■ **TRY IT**
The entries below must be restated word for word.

■ **DATA SHOWN**
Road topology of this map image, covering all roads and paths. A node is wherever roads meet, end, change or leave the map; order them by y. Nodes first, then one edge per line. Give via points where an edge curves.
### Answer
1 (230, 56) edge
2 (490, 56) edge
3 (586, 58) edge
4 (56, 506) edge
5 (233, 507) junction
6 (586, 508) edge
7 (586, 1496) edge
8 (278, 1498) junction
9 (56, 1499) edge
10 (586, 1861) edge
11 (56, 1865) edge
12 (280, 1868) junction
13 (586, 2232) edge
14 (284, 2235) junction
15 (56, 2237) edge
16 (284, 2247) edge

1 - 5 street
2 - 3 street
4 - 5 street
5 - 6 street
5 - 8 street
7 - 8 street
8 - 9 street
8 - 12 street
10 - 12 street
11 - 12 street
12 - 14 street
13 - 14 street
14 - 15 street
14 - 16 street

■ **RESPONSE AREA**
Road topology of this map image, covering all roads and paths. A node is wherever roads meet, end, change or leave the map; order them by y. Nodes first, then one edge per line. Give via points where an edge curves.
### Answer
1 (230, 56) edge
2 (490, 56) edge
3 (586, 58) edge
4 (56, 506) edge
5 (233, 507) junction
6 (586, 508) edge
7 (586, 1496) edge
8 (278, 1498) junction
9 (56, 1499) edge
10 (586, 1861) edge
11 (56, 1865) edge
12 (280, 1868) junction
13 (586, 2232) edge
14 (284, 2235) junction
15 (56, 2237) edge
16 (284, 2247) edge

1 - 5 street
2 - 3 street
4 - 5 street
5 - 6 street
5 - 8 street
7 - 8 street
8 - 9 street
8 - 12 street
10 - 12 street
11 - 12 street
12 - 14 street
13 - 14 street
14 - 15 street
14 - 16 street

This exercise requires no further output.